When calling cvinspector_monitor
(described later), it will use either EasyList (if anticv_on False
) or with the abp-filters-anti-cv.txt (if anticv_on True
). All other filter lists are passed into cvinspector_monitor
to filter OUT web requests.
A. We need to start the local proxy that serves the static list of easylist and anti-cv list.
- Start a new screen :
screen -S abp_proxy
- Activate the virtualenv:
source ~/envs/cvinspector/bin/activate
cd ~/github/cv-inspector/
- start the proxy:
cvinspector_abp_proxy --filter_list_directory filter_lists
- Detach from the screen:
CTRL+a then press d
B. Now we can run the script for CV-Inspector
- Start a new screen :
screen -S cvinspector
- Activate the virtualenv:
source ~/envs/cvinspector/bin/activate
cd ~/github/cv-inspector/
- The main script is cvinspector_monitor. It has many parameters to pass in, so use
cvinspector_monitor --help
if need be. - While the script is running, you can detach from screen if necessary using
CTRL+a then press d
.
An example here: (this example can be used as is to run the example file misc_data/example_label_input.csv)

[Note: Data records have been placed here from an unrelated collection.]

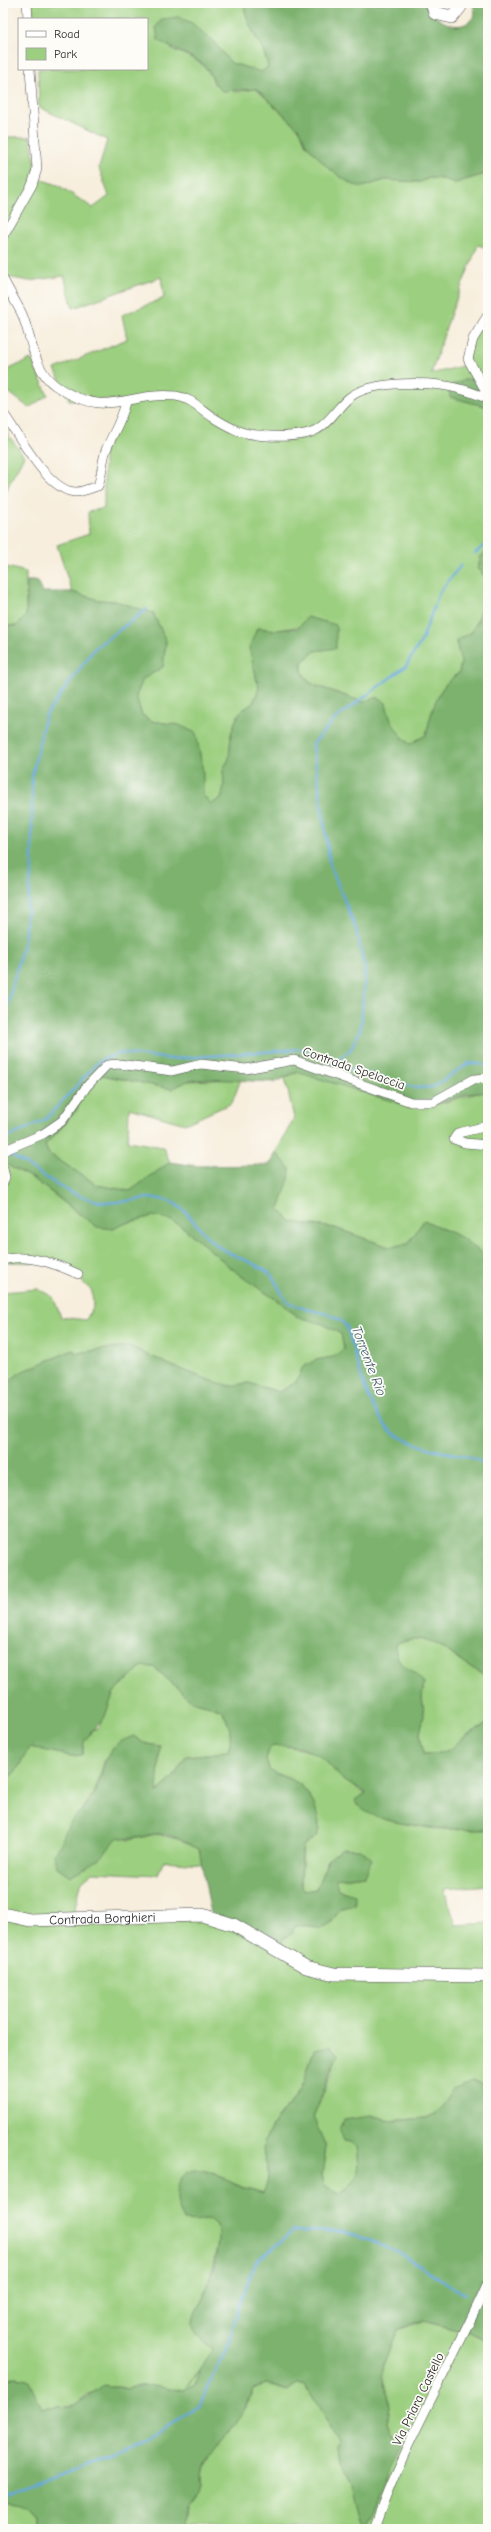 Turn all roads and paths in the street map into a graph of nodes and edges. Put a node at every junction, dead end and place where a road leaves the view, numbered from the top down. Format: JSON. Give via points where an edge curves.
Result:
{"nodes":[{"id":1,"x":27,"y":3,"type":"edge"},
{"id":2,"x":432,"y":3,"type":"edge"},
{"id":3,"x":459,"y":5,"type":"edge"},
{"id":4,"x":28,"y":18,"type":"edge"},
{"id":5,"x":30,"y":70,"type":"edge"},
{"id":6,"x":3,"y":236,"type":"edge"},
{"id":7,"x":3,"y":279,"type":"edge"},
{"id":8,"x":488,"y":315,"type":"edge"},
{"id":9,"x":488,"y":395,"type":"edge"},
{"id":10,"x":488,"y":399,"type":"edge"},
{"id":11,"x":126,"y":402,"type":"junction"},
{"id":12,"x":3,"y":413,"type":"edge"},
{"id":13,"x":488,"y":1078,"type":"edge"},
{"id":14,"x":488,"y":1126,"type":"edge"},
{"id":15,"x":488,"y":1145,"type":"edge"},
{"id":16,"x":6,"y":1150,"type":"edge"},
{"id":17,"x":3,"y":1169,"type":"edge"},
{"id":18,"x":3,"y":1183,"type":"edge"},
{"id":19,"x":3,"y":1260,"type":"edge"},
{"id":20,"x":78,"y":1274,"type":"dead end"},
{"id":21,"x":3,"y":1914,"type":"edge"},
{"id":22,"x":488,"y":1976,"type":"edge"},
{"id":23,"x":488,"y":2282,"type":"edge"},
{"id":24,"x":374,"y":2529,"type":"edge"}],
"edges":[{"from":1,"to":4,"type":"street"},
{"from":2,"to":3,"type":"street","via":[[435,13],[452,17]]},
{"from":5,"to":6,"type":"street","via":[[37,169],[32,185]]},
{"from":7,"to":11,"type":"street","via":[[22,314],[36,359],[55,385],[89,402],[105,405]]},
{"from":8,"to":9,"type":"street","via":[[473,339],[468,358]]},
{"from":10,"to":11,"type":"street","via":[[459,388],[438,385],[383,385],[368,388],[351,396],[316,430],[283,437],[241,432],[214,418],[191,400],[177,396]]},
{"from":11,"to":12,"type":"street","via":[[122,418],[105,452],[103,472],[98,486],[77,492],[57,486],[46,475]]},
{"from":13,"to":16,"type":"street","name":"Contrada Spelaccia","via":[[474,1079],[433,1102],[411,1102],[294,1060],[246,1069],[201,1064],[172,1071],[119,1064],[107,1065],[87,1086],[62,1121],[43,1134]]},
{"from":14,"to":15,"type":"street","via":[[458,1133],[454,1139],[465,1143]]},
{"from":17,"to":18,"type":"street"},
{"from":19,"to":20,"type":"street","via":[[26,1259],[53,1263]]},
{"from":21,"to":22,"type":"street","name":"Contrada Borghieri","via":[[30,1920],[202,1915],[234,1925],[306,1966],[334,1974]]},
{"from":23,"to":24,"type":"street","name":"Via Priara Castello","via":[[466,2333],[419,2421]]}]}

cvinspector_monitor --anticv_on False --trials 4 --beyond_landing_pages true --chrome_driver_path chromedriver/chromedriver78 --chrome_adblockplus_ext_abs_path /home/ubuntu/github/adblockpluschrome/devenv.chrome --filter_list_paths filter_lists/easyprivacy.txt,filter_lists/disconnectme_abp.txt,filter_lists/getadmiral-domains.txt,filter_lists/antiadblockfilters.txt --classifier_path model/rf_model.sav --classifier_features_file_path model/features.txt --start_index 0 --end_index 2 --sites_csv misc_data/example_label_input.csv --output_directory /home/ubuntu/temp_output/detection_output/example_monitor/ --output_directory_ts /home/ubuntu/temp_output/detection_output/example_monitor_ts/ --output_suffix test_label --chrome_driver_path chromedriver/chromedriver78 --chrome_adblockplus_ext_abs_path /home/ubuntu/github/adblockpluschrome/devenv.chrome --by_rank false --log_level INFO
When the script finishes, it will print out where it outputs the last CSV with the label results. Use the cv_detect
column from the CSV to know whether it predicted 0 = No Circumvention
or 1 = Has Circumvention
Important parameters to notice:
--anticv_on
: whether you want CV-Inspector to load the anti-cv list. If false, it will only rely on EasyList--filter_list_paths
: path to filterlists that you want to use to filter out traffic that you DO NOT care about--sites_csv
: the file that you want CV-Inspector to run on. An example is in misc_data/example_label_input.csv. Formatting must match that file--start_index
and--end_index
: How many sites of the given file from--sites_csv
do you want to crawl? For example, if the csv file has 100 sites and you only want to first test the first 10, then use--start_index 0 --end_index 10
.--output_directory
: where the output will be--beyond_landing_pages
: if you want it to find a subpage to crawl as well.--beyond_landing_pages_only
: Given a URL, crawl an existing subpage only, while skipping the given URL.--chrome_driver_path
: Path to your chrome driver, this should be inchromedriver/chromedriver78
--chrome_adblockplus_ext_abs_path
: Path to the CV-Inspector custom adblock plus.
~/github/cv-inspector
: Holds the main code base for CV-Inspector~/github/adblockpluschrome
: Holds the instrumented code of Adblock Plus 3.7~/github/cv-inspector-adblockpluschrome
: Holds the cv-inspector patch to Adblock Plus 3.7~/envs
: Holds the virtualenvs that we created to run CV-Inspector
Intermediate data is saved in mongodb to be audited, if necessary. To inspect the mongoDB, go to a terminal within AWS EC2:
mongo
use anticircumvention
show collections
- When first starting an EC2 instance of AMI, running the
cvinspector_monitor
script may cause this problem:
pyvirtualdisplay.abstractdisplay.XStartTimeoutError: No reply from program Xvfb. command:['Xvfb', '-br', '-nolisten', 'tcp', '-screen', '0', '1920x3000x24', '-displayfd', '4']
Not sure why this happens, but just run the script a second time and it should work.